Für Sie und Ihr Kind: der Beginn eines neuen Lebens
„Schatz, ich bin schwanger!“ – fallen diese Worte, beginnt eine neue, sehr aufregende Phase im Leben eines Paares. Sie ist nicht nur verbunden mit großen Emotionen, sondern auch mit einschneidenden Veränderungen im Alltag und obendrein mit einer gehörigen Portion Unsicherheit. Erfahrungsgemäß unterschätzen die meisten Eltern die Veränderungsmacht, die ein Kind hat. Die Rollen wechseln: Aus einem Paar werden Eltern. Das Miteinander wird ein anderes. Plötzlich ist man nicht mehr nur für sich alleine verantwortlich. Man kann nicht mehr nur tun, was man selbst möchte.

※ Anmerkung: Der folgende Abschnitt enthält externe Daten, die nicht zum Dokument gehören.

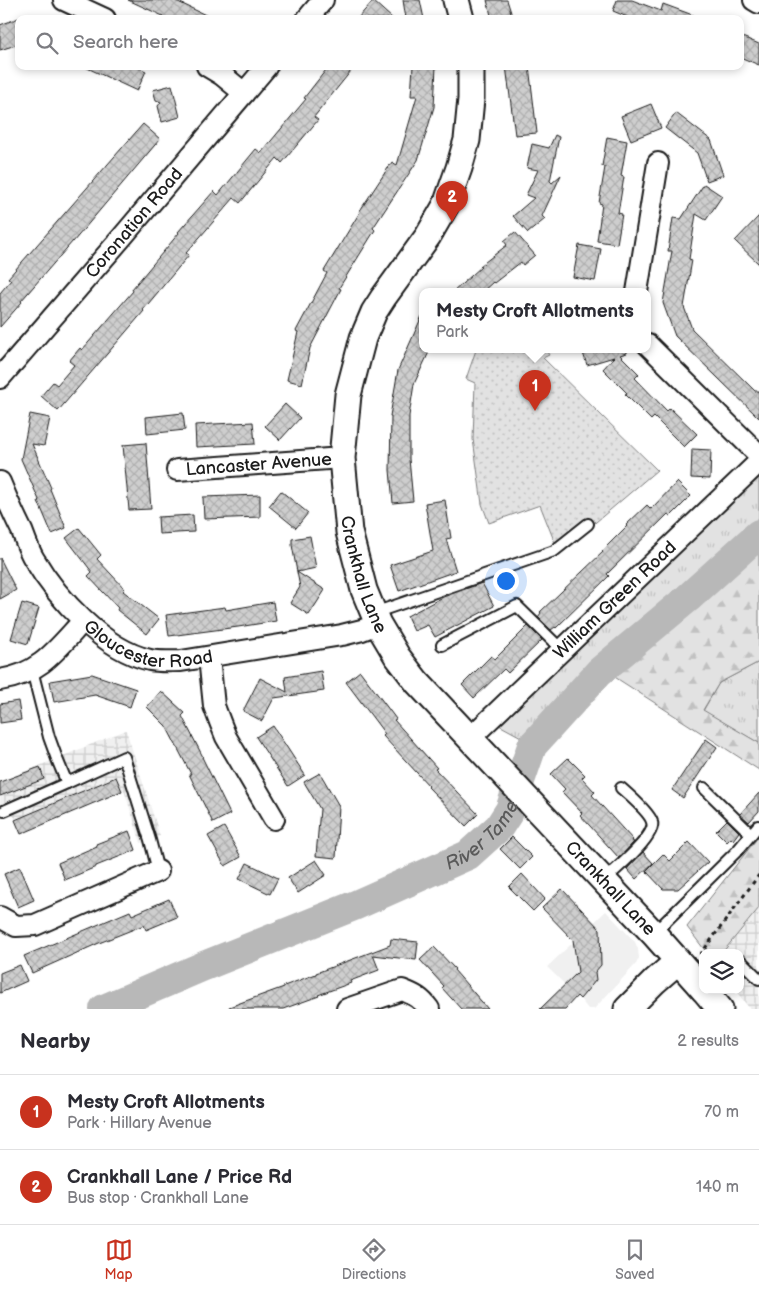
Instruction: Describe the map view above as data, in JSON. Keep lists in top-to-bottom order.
{
  "streets": {
    "street": [
      "Coronation Road",
      "Lancaster Avenue",
      "Crankhall Lane",
      "William Green Road",
      "Gloucester Road"
    ]
  },
  "crossings": [
    ["Lancaster Avenue", "Crankhall Lane"],
    ["Crankhall Lane", "William Green Road"],
    ["Crankhall Lane", "Gloucester Road"]
  ],
  "water": ["River Tame"],
  "page": {
    "search": "Search here",
    "pins": ["2", "1"],
    "popup": ["Mesty Croft Allotments", "Park"],
    "heading": ["Nearby", "2 results"],
    "list": [
      {
        "mark": "1",
        "name": "Mesty Croft Allotments",
        "note": "Park · Hillary Avenue",
        "value": "70 m"
      },
      {
        "mark": "2",
        "name": "Crankhall Lane / Price Rd",
        "note": "Bus stop · Crankhall Lane",
        "value": "140 m"
      }
    ],
    "nav": ["Map", "Directions", "Saved"]
  }
}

Das Kind gibt den Rhythmus vor, zumindest für eine ganze Weile. Schlafmangel und Unsicherheit, wie man mit einem so kleinen Wesen am besten umgeht, tun ihr Übriges. Die volle Konzentration auf den Beruf ist in der Regel nicht mehr möglich. War früher alles unbeschwert und leicht, steht man nun vor solch ernsten Fragen wie den folgenden:
Wie wird der Arbeitgeber die frohe Botschaft aufnehmen?
Wer bleibt erst einmal zu Hause und kümmert sich um das neue Familienmitglied?
Und wie lange soll die Auszeit dauern?
Ist der Job, den man hat, kompatibel mit der neuen Rolle als Mutter und Vater?
Wie finanziert man die kleine Familie?
Auf all diese Fragen und viele mehr gibt es weder richtige noch falsche Antworten. Jeder muss eine für sich stimmige Lösung finden. Einfach ist der Spagat zwischen Kind und Karriere nicht; es wird aber leichter mit einer ausführlichen Reflexion und dem notwendigen rechtlichen Know-how.
Sehen wir uns zunächst den rechtlichen Spielraum an, den Sie als werdende bzw. frisch gebackene Eltern haben, wenn es um eine Familienauszeit geht.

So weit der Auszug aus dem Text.